> **RECORDS SHOWN**
= = = = =
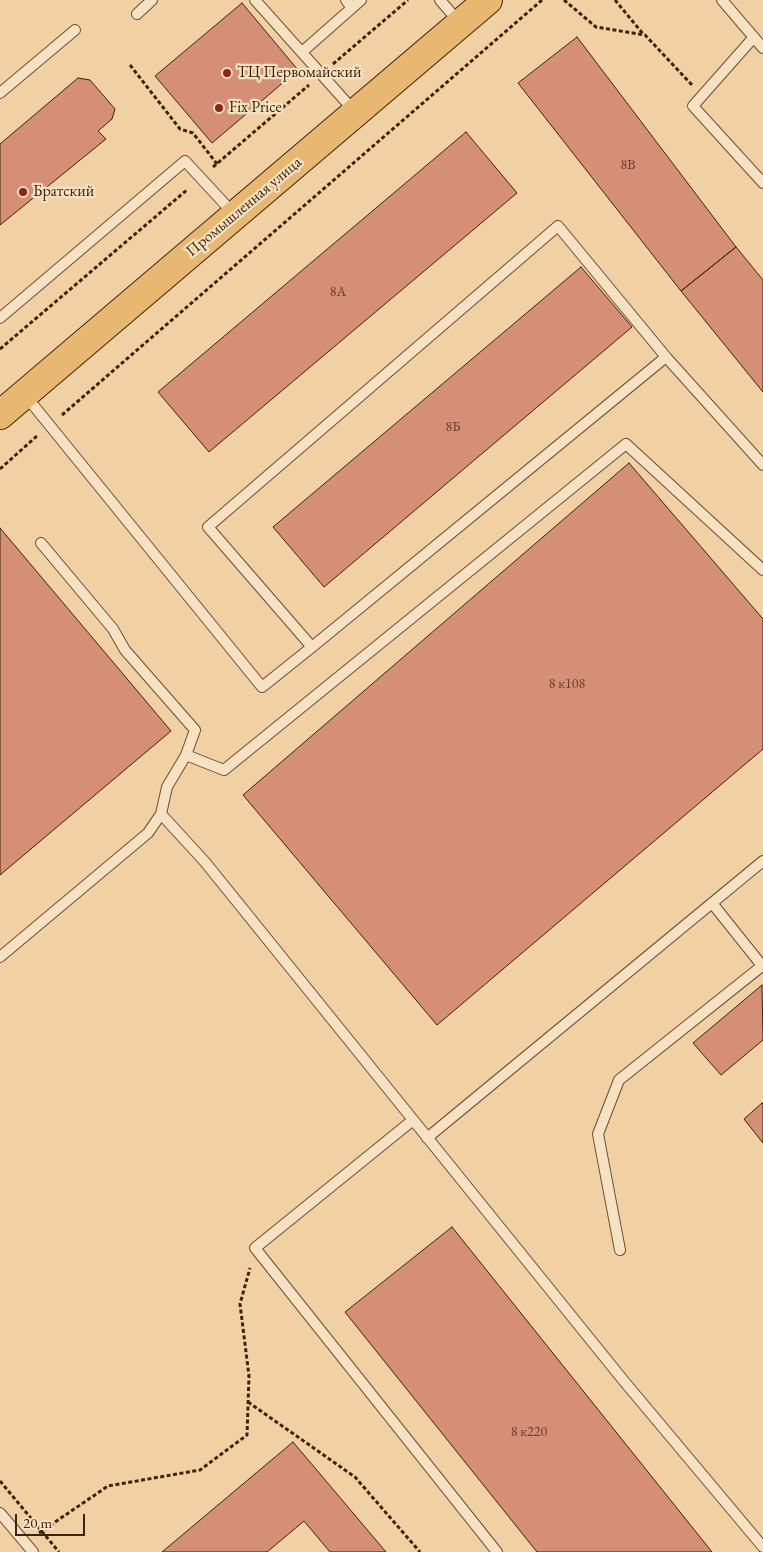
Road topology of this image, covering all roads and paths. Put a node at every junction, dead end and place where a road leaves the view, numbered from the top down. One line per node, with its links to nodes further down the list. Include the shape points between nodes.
1 (152, 0): 11 (lane)
2 (255, 0): 17 (lane)
3 (361, 0): 10 (lane)
4 (440, 0): 12 (lane)
5 (488, 0): 12 (main road, Промышленная улица)
6 (542, 0): 29 (path)
7 (564, 0): 14 (path, via 596,27)
8 (615, 0): 14 (path)
9 (722, 0): 15 (lane)
10 (349, 4): 17 (lane)
11 (137, 14)
12 (461, 24): 21 (main road, Промышленная улица)
13 (75, 30): 19 (lane)
14 (645, 35): 20 (path)
15 (754, 37): 16 (lane); 20 (lane)
16 (763, 48)
17 (302, 52): 21 (lane)
18 (130, 65): 22 (path, via 180,129 193,133)
19 (0, 93)
20 (702, 96): 23 (lane, via 693,106)
21 (356, 112): 24 (main road, Промышленная улица)
22 (217, 164)
23 (763, 183)
24 (235, 215): 25 (lane, via 185,161); 27 (main road, Промышленная улица)
25 (0, 318)
26 (666, 357): 30 (lane); 34 (lane); 34 (lane, via 558,226 208,527)
27 (24, 394): 28 (main road, Промышленная улица); 29 (lane)
28 (0, 415)
29 (50, 426): 31 (path); 34 (lane, via 262,687)
30 (763, 465)
31 (0, 469)
32 (42, 543): 35 (lane, via 113,629 125,650 195,730)
33 (763, 570): 35 (lane, via 626,444 224,770)
34 (312, 647)
35 (186, 755): 36 (lane, via 167,787)
36 (161, 814): 39 (lane, via 148,833); 41 (lane, via 206,862)
37 (763, 861): 38 (lane)
38 (712, 903): 40 (lane); 42 (lane)
39 (0, 957)
40 (763, 966): 44 (lane, via 618,1080 598,1134)
41 (413, 1120): 42 (lane); 43 (lane)
42 (427, 1138): 50 (lane)
43 (255, 1248): 45 (path, via 240,1304 249,1376); 54 (lane)
44 (620, 1250)
45 (248, 1402): 48 (path, via 247,1435 200,1470 108,1486); 53 (path, via 355,1478)
46 (0, 1481): 48 (path)
47 (0, 1513): 49 (lane)
48 (42, 1532): 49 (path); 52 (path)
49 (25, 1543): 51 (lane)
50 (763, 1547)
51 (33, 1552)
52 (58, 1552)
53 (420, 1552)
54 (497, 1552)

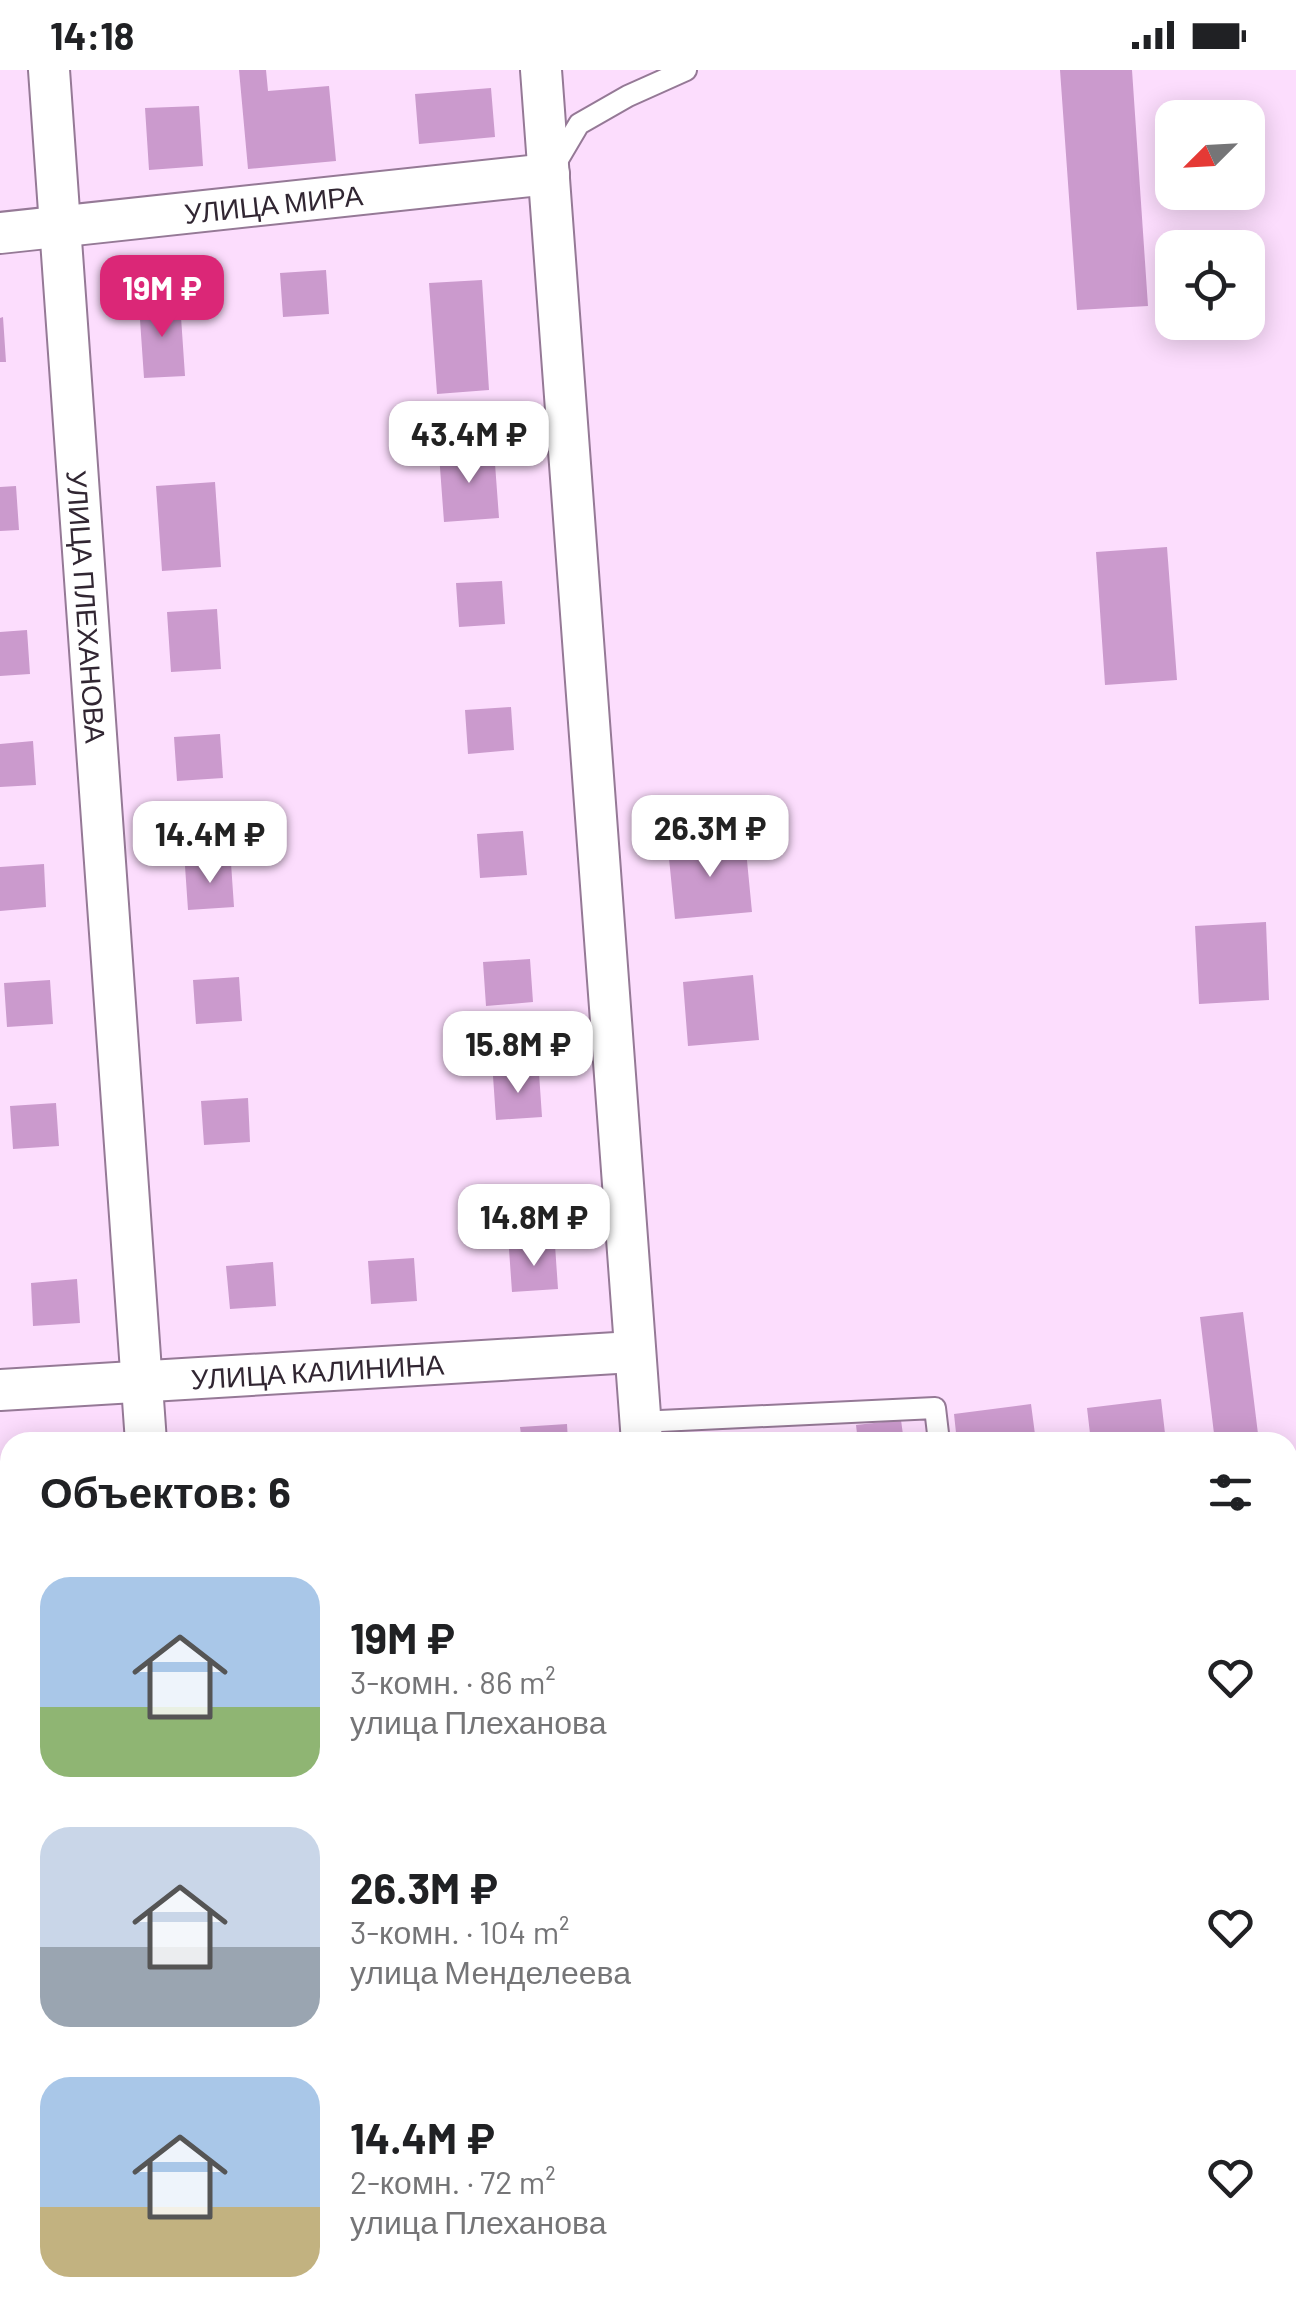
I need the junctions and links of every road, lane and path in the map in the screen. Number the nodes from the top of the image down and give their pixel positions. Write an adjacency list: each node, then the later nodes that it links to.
= = = = =
> **WHAT TO WORK ON**
When you reproduce the material, keep every word exact and leave each picture out.

> **SOLUTION TO THIS PROBLEM**
Road topology of this image, covering all roads and paths. Put a node at every junction, dead end and place where a road leaves the view, numbered from the top down. One line per node, with its links to nodes further down the list. Include the shape points between nodes.
1 (152, 0): 11 (lane)
2 (255, 0): 17 (lane)
3 (361, 0): 10 (lane)
4 (440, 0): 12 (lane)
5 (488, 0): 12 (main road, Промышленная улица)
6 (542, 0): 29 (path)
7 (564, 0): 14 (path, via 596,27)
8 (615, 0): 14 (path)
9 (722, 0): 15 (lane)
10 (349, 4): 17 (lane)
11 (137, 14)
12 (461, 24): 21 (main road, Промышленная улица)
13 (75, 30): 19 (lane)
14 (645, 35): 20 (path)
15 (754, 37): 16 (lane); 20 (lane)
16 (763, 48)
17 (302, 52): 21 (lane)
18 (130, 65): 22 (path, via 180,129 193,133)
19 (0, 93)
20 (702, 96): 23 (lane, via 693,106)
21 (356, 112): 24 (main road, Промышленная улица)
22 (217, 164)
23 (763, 183)
24 (235, 215): 25 (lane, via 185,161); 27 (main road, Промышленная улица)
25 (0, 318)
26 (666, 357): 30 (lane); 34 (lane); 34 (lane, via 558,226 208,527)
27 (24, 394): 28 (main road, Промышленная улица); 29 (lane)
28 (0, 415)
29 (50, 426): 31 (path); 34 (lane, via 262,687)
30 (763, 465)
31 (0, 469)
32 (42, 543): 35 (lane, via 113,629 125,650 195,730)
33 (763, 570): 35 (lane, via 626,444 224,770)
34 (312, 647)
35 (186, 755): 36 (lane, via 167,787)
36 (161, 814): 39 (lane, via 148,833); 41 (lane, via 206,862)
37 (763, 861): 38 (lane)
38 (712, 903): 40 (lane); 42 (lane)
39 (0, 957)
40 (763, 966): 44 (lane, via 618,1080 598,1134)
41 (413, 1120): 42 (lane); 43 (lane)
42 (427, 1138): 50 (lane)
43 (255, 1248): 45 (path, via 240,1304 249,1376); 54 (lane)
44 (620, 1250)
45 (248, 1402): 48 (path, via 247,1435 200,1470 108,1486); 53 (path, via 355,1478)
46 (0, 1481): 48 (path)
47 (0, 1513): 49 (lane)
48 (42, 1532): 49 (path); 52 (path)
49 (25, 1543): 51 (lane)
50 (763, 1547)
51 (33, 1552)
52 (58, 1552)
53 (420, 1552)
54 (497, 1552)

I need the junctions and links of every road, lane and path in the map in the screen. Number the nodes from the top of the image down and give their pixel positions. Write an adjacency list: each node, then the later nodes that it links to.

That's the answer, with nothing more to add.